Who is the best? What would be the ranking? Something I noticed. Marino is exceptional at clarifying ideas but is he good at proving his points in an argument? I think the ENTP would be off inventing but then again I consider the ENTP's are often time lawyers. 

I think the INTJ and ENTP would probably rival one another in the fiereceness of the argument. But I don't underestimate the INTP. He is considered the "lawyer" personality after all. 

Who do you think the best lawyer, debater would be based on type?


----------



## Grey (Oct 10, 2009)

There would be no ranking. You could consider all of the descriptions and place them in a certain order based on perceived strengths and weaknesses, but the people behind the types would defy those with their own sets of strengths and own sets of weaknesses. I don't believe you could assign an order to the theoretical types, even, because they share many of the same strengths and what may be perceived as their weaknesses may be considered a strength by others, which would spiral an endless debate.

INTPs are considered the 'engineers', though. Not the lawyers.


----------



## Marino (Jun 26, 2009)

It depends on the individual's personal knowledge and expertise on the particular subject that is being discussed.


----------



## Liontiger (Jun 2, 2009)

Marino said:


> It depends on the individual's personal knowledge and expertise on the particular subject that is being discussed.


I agree. My level of confidence in a debate depends largely on how much I know about the subject. If I know my stuff, I go in guns a-blazing. If I don't, I resort to undermining my opponent and making them question themselves without actually giving solid supports for my own argument. Against a weaker opponent, this tactic tends to be effective.


----------



## Marco Antonio (Nov 25, 2008)

hmm...
So lets see..

ENTP is inferential and good at diverting the conversation towards their purpose; that why this guys are incredible at arguing because they take your thoughts and involve them with theirs. It is also subliminal and thus persuasive.

INTP is explanatory and good at categorizing information to clarify it; it is concerned with interconnecting the whole of their ideas to convince. They are good at pointing out discrepancies of concern. This is a powerful tool since they can't be easily fooled.

ENTJ is deductive and good at describing how events develop into cause-effect; this lets them come to effective conclusions that relate to the real concerning point. So they are excellent at retaining and defending any posture whilst naming the substantial evidence.
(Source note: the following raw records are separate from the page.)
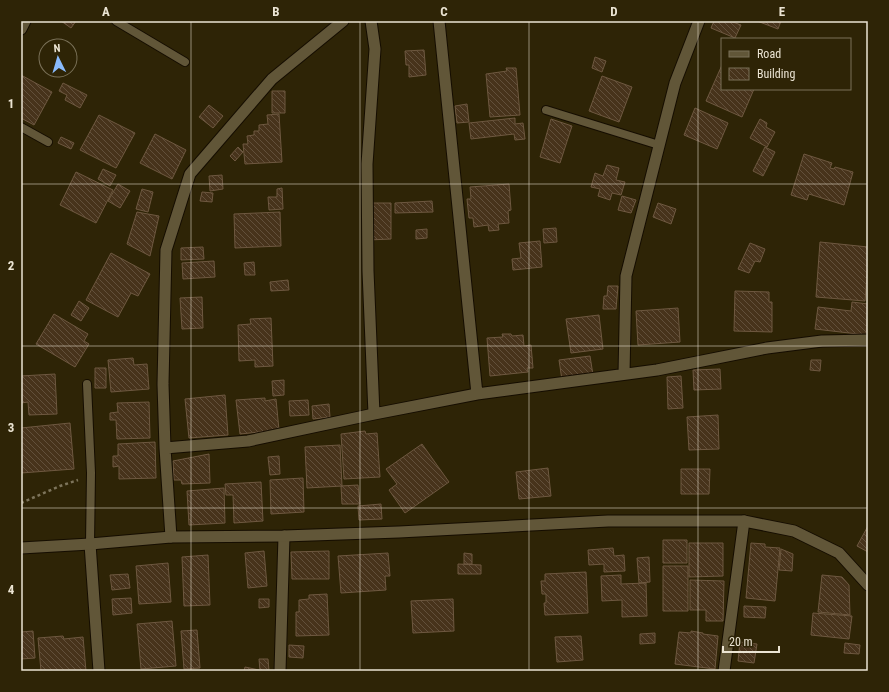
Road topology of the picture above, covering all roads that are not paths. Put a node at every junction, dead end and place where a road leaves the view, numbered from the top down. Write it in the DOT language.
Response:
graph roads {
  1 [pos="25,21"];
  2 [pos="116,21"];
  3 [pos="343,21"];
  4 [pos="371,21"];
  5 [pos="440,21"];
  6 [pos="699,21"];
  7 [pos="21,29"];
  8 [pos="185,62"];
  9 [pos="546,110"];
  10 [pos="21,127"];
  11 [pos="48,142"];
  12 [pos="659,145"];
  13 [pos="868,340"];
  14 [pos="624,374"];
  15 [pos="86,384"];
  16 [pos="477,394"];
  17 [pos="374,414"];
  18 [pos="165,448"];
  19 [pos="744,521"];
  20 [pos="284,536"];
  21 [pos="171,537"];
  22 [pos="90,544"];
  23 [pos="21,548"];
  24 [pos="868,585"];
  25 [pos="99,671"];
  26 [pos="280,671"];
  27 [pos="724,671"];
  1 -- 7 [label="street"];
  2 -- 8 [label="lane"];
  3 -- 18 [label="street"];
  4 -- 17 [label="street"];
  5 -- 16 [label="street"];
  6 -- 12 [label="street"];
  9 -- 12 [label="lane"];
  10 -- 11 [label="lane"];
  12 -- 14 [label="street"];
  13 -- 14 [label="street"];
  14 -- 16 [label="street"];
  15 -- 22 [label="lane"];
  16 -- 17 [label="street"];
  17 -- 18 [label="street"];
  18 -- 21 [label="street"];
  19 -- 20 [label="street"];
  19 -- 24 [label="street"];
  19 -- 27 [label="street"];
  20 -- 21 [label="street"];
  20 -- 26 [label="street"];
  21 -- 22 [label="street"];
  22 -- 23 [label="street"];
  22 -- 25 [label="street"];
}
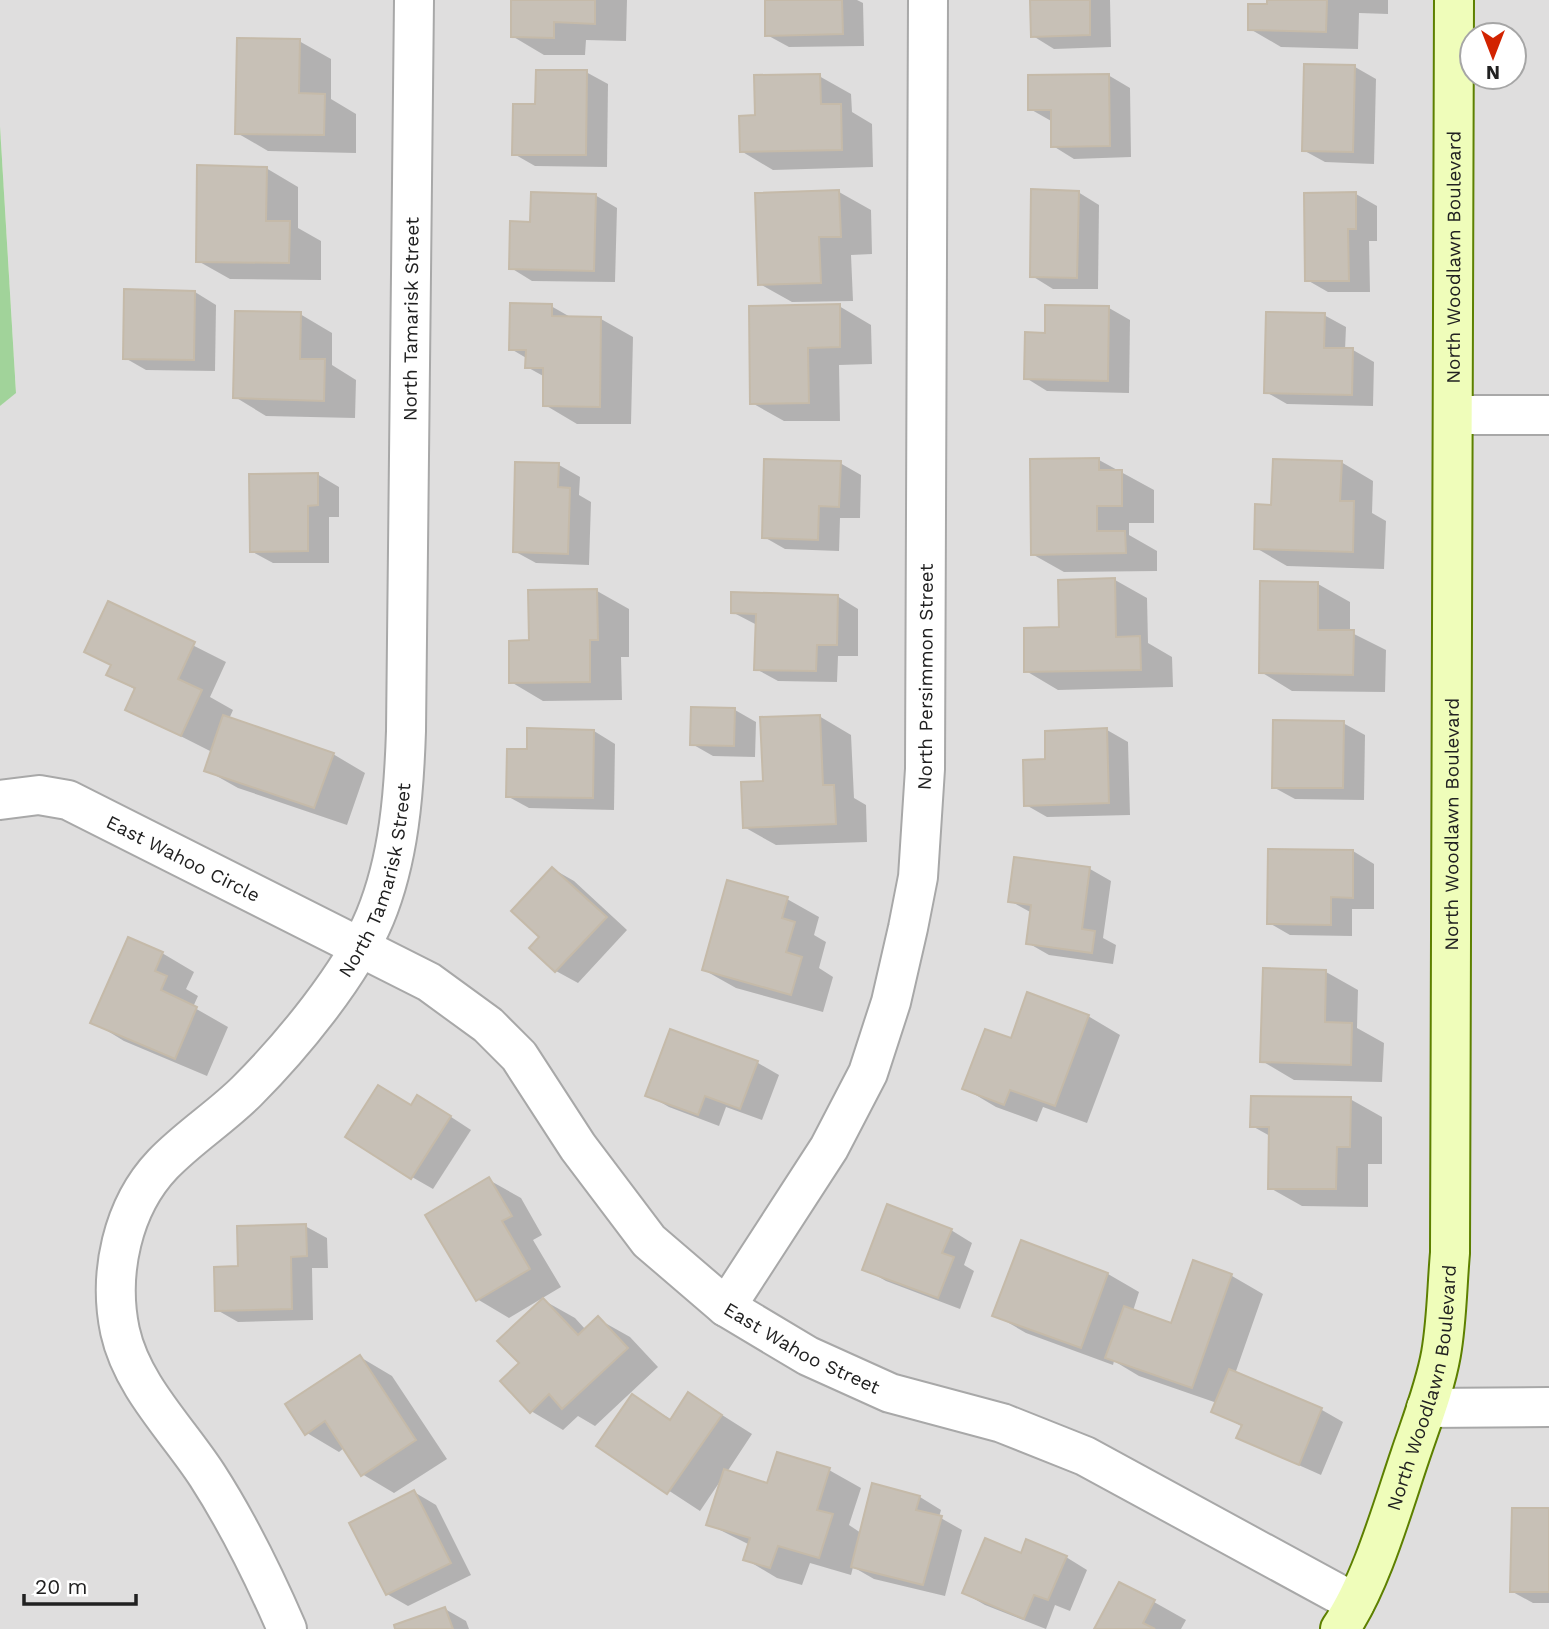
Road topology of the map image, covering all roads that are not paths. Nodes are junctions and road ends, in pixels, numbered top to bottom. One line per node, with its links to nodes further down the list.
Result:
1 (414, 0): 7 (street, North Tamarisk Street)
2 (928, 0): 8 (street, North Persimmon Street)
3 (1454, 0): 4 (street, North Woodlawn Boulevard)
4 (1453, 415): 5 (street); 10 (street, North Woodlawn Boulevard)
5 (1549, 415)
6 (0, 800): 7 (street, East Wahoo Circle)
7 (359, 947): 8 (street, East Wahoo Street); 12 (street, North Tamarisk Street)
8 (726, 1307): 11 (street, East Wahoo Street)
9 (1549, 1407): 10 (street)
10 (1426, 1408): 11 (street, North Woodlawn Boulevard)
11 (1348, 1616)
12 (288, 1629)

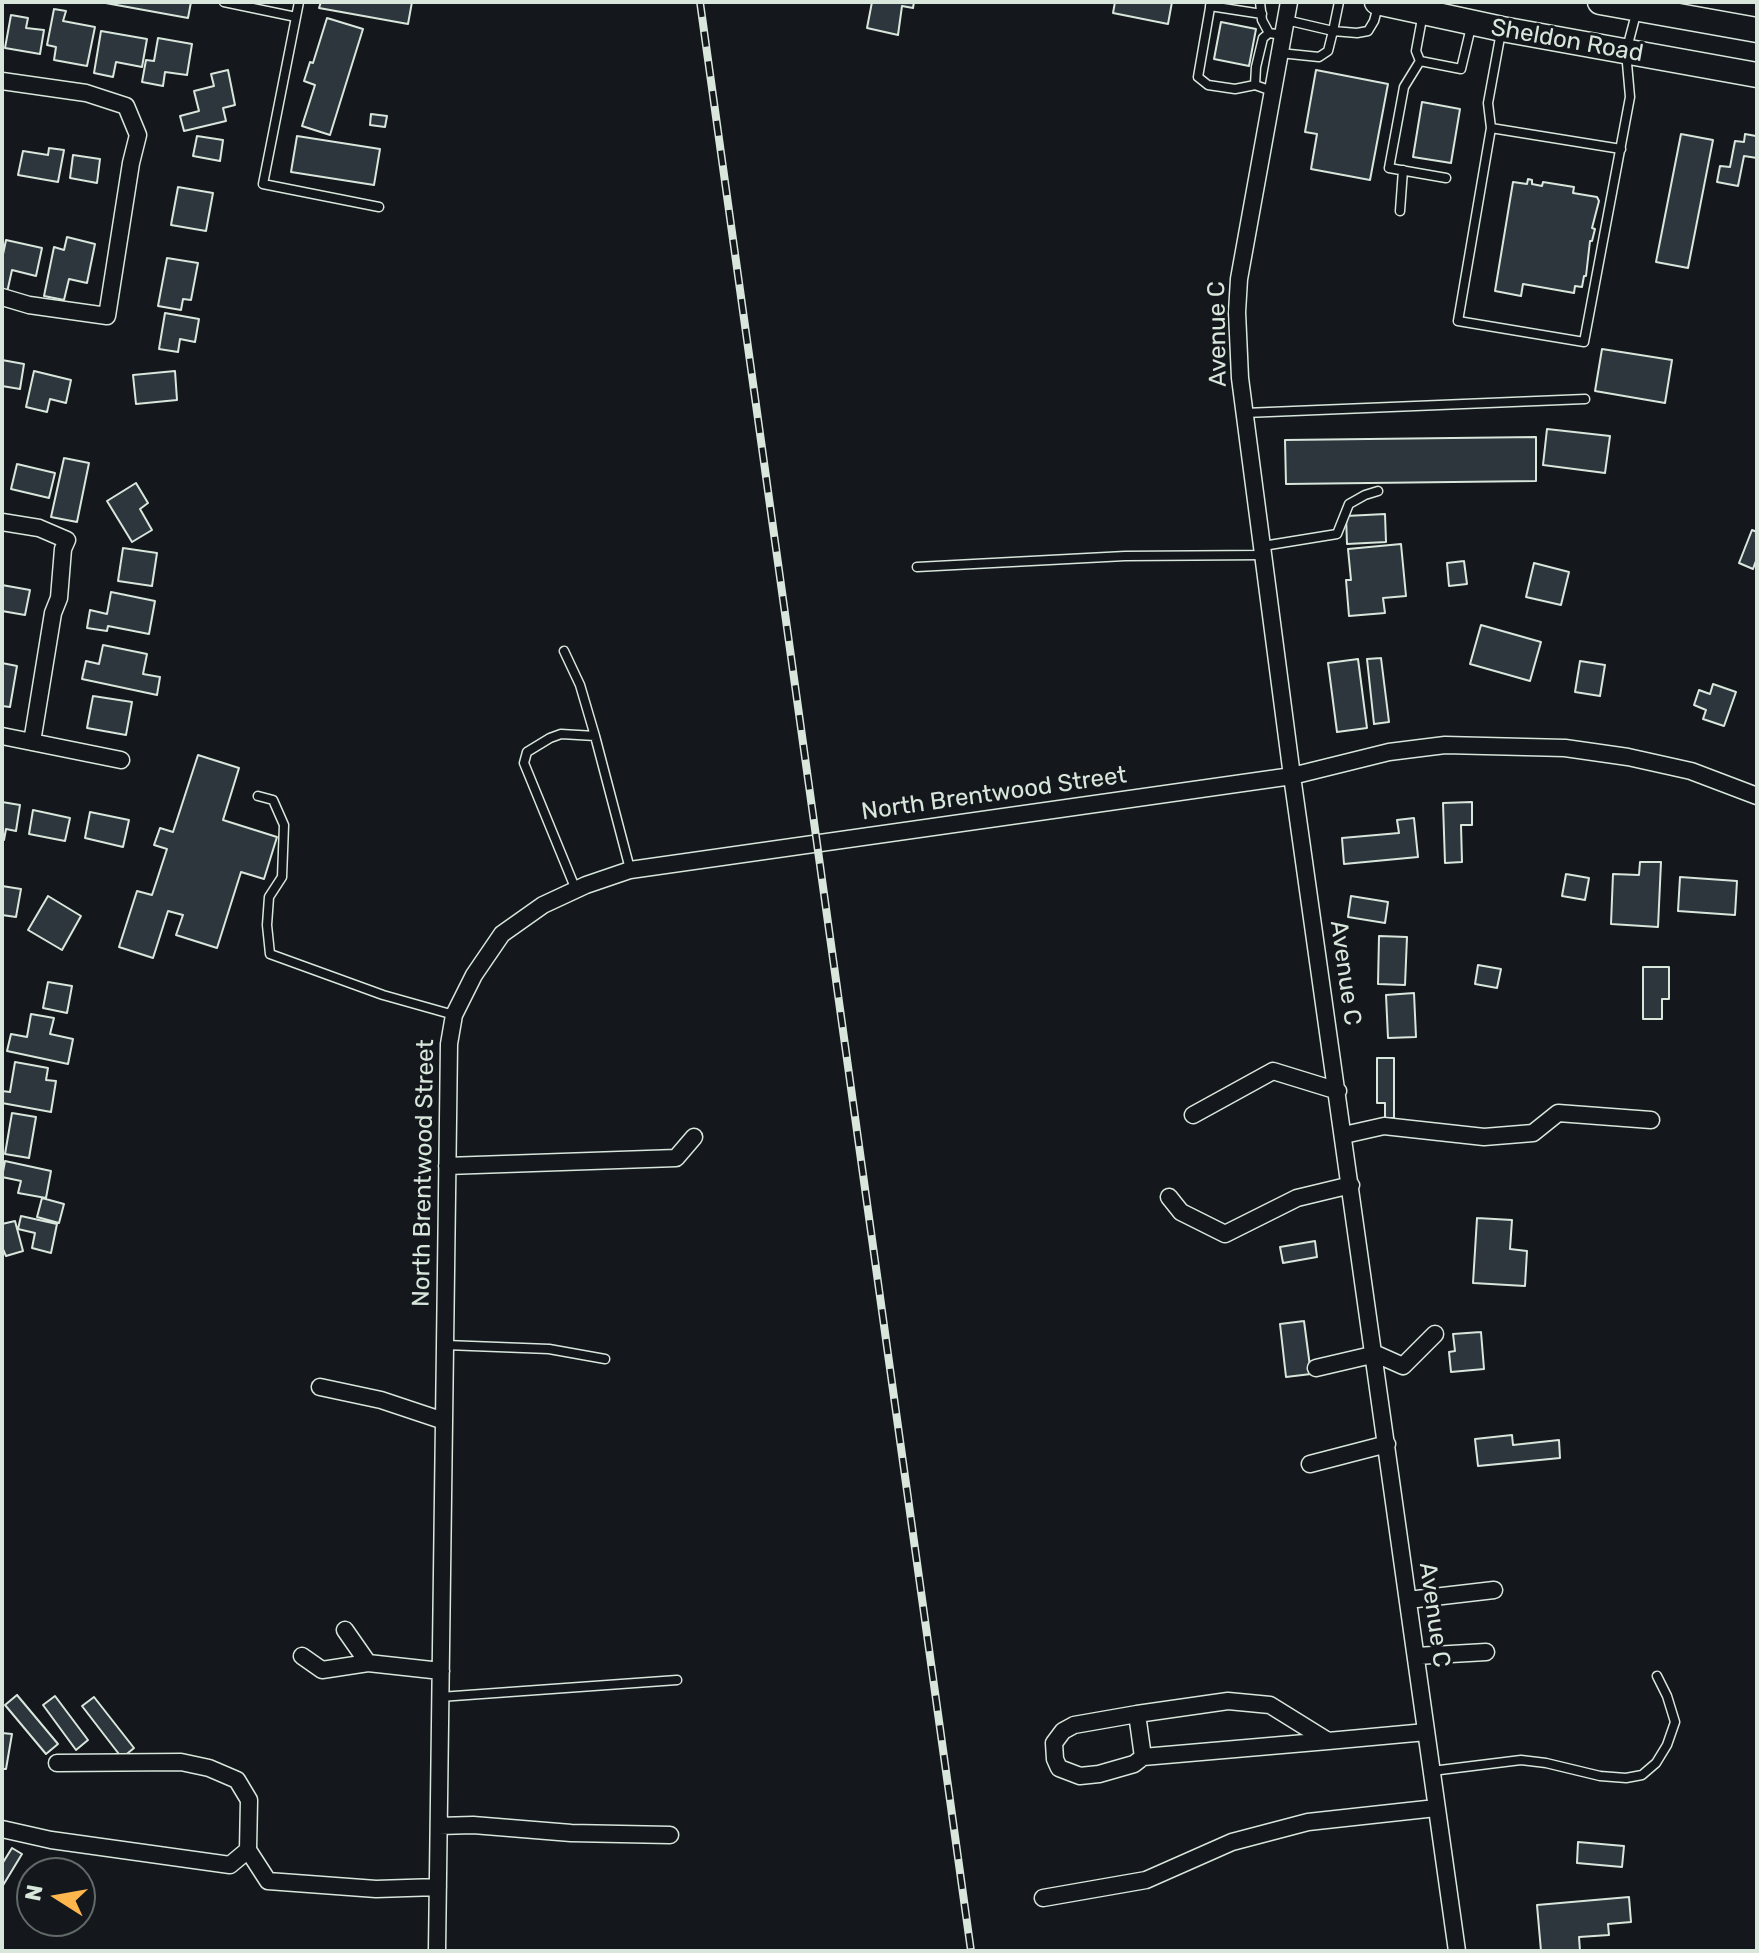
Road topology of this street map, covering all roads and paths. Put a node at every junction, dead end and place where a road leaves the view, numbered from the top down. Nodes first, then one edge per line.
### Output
1 (224, 2) edge
2 (299, 2) edge
3 (1260, 2) edge
4 (1289, 2) edge
5 (1339, 2) edge
6 (1378, 2) edge
7 (1600, 2) edge
8 (1210, 4) edge
9 (1637, 9) junction
10 (1683, 10) edge
11 (1423, 12) junction
12 (1262, 14) junction
13 (296, 17) junction
14 (1472, 23) junction
15 (1279, 29) junction
16 (1502, 29) junction
17 (1757, 30) edge
18 (1333, 31) junction
19 (1626, 52) junction
20 (1280, 53) junction
21 (1420, 61) junction
22 (1757, 75) edge
23 (2, 81) edge
24 (1255, 85) junction
25 (1272, 91) junction
26 (1491, 128) junction
27 (1621, 149) junction
28 (1403, 170) junction
29 (1446, 178) dead end
30 (379, 207) dead end
31 (1400, 211) dead end
32 (2, 297) edge
33 (1585, 399) dead end
34 (1244, 413) junction
35 (1378, 491) dead end
36 (2, 522) edge
37 (1263, 551) junction
38 (917, 567) dead end
39 (564, 651) dead end
40 (2, 736) edge
41 (595, 736) junction
42 (32, 742) junction
43 (121, 760) dead end
44 (1292, 776) junction
45 (258, 796) dead end
46 (1757, 796) edge
47 (630, 870) junction
48 (576, 890) junction
49 (454, 1015) junction
50 (1338, 1091) junction
51 (1193, 1115) dead end
52 (1651, 1120) dead end
53 (1344, 1135) junction
54 (694, 1137) dead end
55 (447, 1166) junction
56 (1351, 1185) junction
57 (1169, 1197) dead end
58 (1435, 1334) dead end
59 (445, 1345) junction
60 (1373, 1355) junction
61 (605, 1359) dead end
62 (1316, 1368) dead end
63 (320, 1387) dead end
64 (444, 1421) junction
65 (1387, 1444) junction
66 (1310, 1464) dead end
67 (1494, 1590) dead end
68 (1408, 1600) junction
69 (345, 1630) dead end
70 (1486, 1652) dead end
71 (302, 1656) dead end
72 (1416, 1656) junction
73 (368, 1663) junction
74 (441, 1671) junction
75 (1657, 1676) dead end
76 (677, 1680) dead end
77 (440, 1697) junction
78 (1137, 1714) junction
79 (1426, 1732) junction
80 (1328, 1741) junction
81 (1143, 1757) junction
82 (57, 1763) dead end
83 (1431, 1772) junction
84 (1436, 1808) junction
85 (439, 1826) junction
86 (2, 1829) edge
87 (670, 1835) dead end
88 (248, 1850) junction
89 (438, 1887) junction
90 (1043, 1898) dead end
91 (437, 1951) edge
92 (1457, 1951) edge

1 - 13 lane
2 - 13 lane
3 - 12 lane
4 - 15 street, Avenue C
5 - 18 lane
6 - 11 main road, Sheldon Road
6 - 18 lane
7 - 9 main road, Sheldon Road
8 - 12 lane
8 - 24 lane
9 - 10 main road, Sheldon Road
9 - 19 lane
10 - 17 main road, Sheldon Road
11 - 14 main road, Sheldon Road
11 - 21 lane
12 - 15 lane
13 - 30 lane
14 - 16 main road, Sheldon Road
14 - 21 lane
15 - 18 lane
15 - 20 street, Avenue C
15 - 24 lane
16 - 19 main road, Sheldon Road
16 - 26 lane
18 - 20 lane
19 - 22 main road, Sheldon Road
19 - 27 lane
20 - 25 street, Avenue C
21 - 28 lane
23 - 32 street
24 - 25 lane
25 - 34 street, Avenue C
26 - 27 lane
26 - 27 lane
28 - 29 lane
28 - 31 lane
33 - 34 lane
34 - 37 street, Avenue C
35 - 37 lane
36 - 42 street
37 - 38 lane
37 - 44 street, Avenue C
39 - 41 lane
40 - 42 street
41 - 47 lane
41 - 48 lane
42 - 43 street
44 - 46 street, North Brentwood Street
44 - 47 street, North Brentwood Street
44 - 50 street, Avenue C
45 - 49 lane
47 - 48 street, North Brentwood Street
48 - 49 street, North Brentwood Street
49 - 55 street, North Brentwood Street
50 - 51 street
50 - 53 street, Avenue C
52 - 53 street
53 - 56 street, Avenue C
54 - 55 street
55 - 59 street, North Brentwood Street
56 - 57 street
56 - 60 street, Avenue C
58 - 60 street
59 - 61 lane
59 - 64 street, North Brentwood Street
60 - 62 street
60 - 65 street, Avenue C
63 - 64 street
64 - 74 street, North Brentwood Street
65 - 66 street
65 - 68 street, Avenue C
67 - 68 street
68 - 72 street, Avenue C
69 - 73 street
70 - 72 street
71 - 73 street
72 - 79 street, Avenue C
73 - 74 street
74 - 77 street, North Brentwood Street
75 - 83 lane
76 - 77 lane
77 - 85 street, North Brentwood Street
78 - 80 street
78 - 81 street
78 - 81 street
79 - 80 street
79 - 83 street, Avenue C
80 - 81 street
82 - 88 street
83 - 84 street, Avenue C
84 - 90 street
84 - 92 street, Avenue C
85 - 87 street
85 - 89 street, North Brentwood Street
86 - 88 street
88 - 89 street
89 - 91 street, North Brentwood Street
INTJ is transcendent and good at forecasting results of argumentation. So they are superb at challenging logical consequences and transforming the problem into that which follows their strategy without leaving the confrontational context.

... i will let you guys decide :laughing:


----------



## very bored (Jul 6, 2009)

The issue sounds more like "is the NT a J or a P" because their argument styles sound similar, and the type of the person being *argued against* will probably be the most important factor.


----------



## manicpixiedreamgirl (Nov 15, 2009)

an INFP could make an excellent lawyer if she were passionate about the cause.


----------



## yesiknowbut (Oct 25, 2009)

You're forgetting that people are also listening to the debate, and that the people who are listening will decide who wins the debate, whether they are the jury in a court of law or the audience in a debating chamber. And you don't know what their personality types are......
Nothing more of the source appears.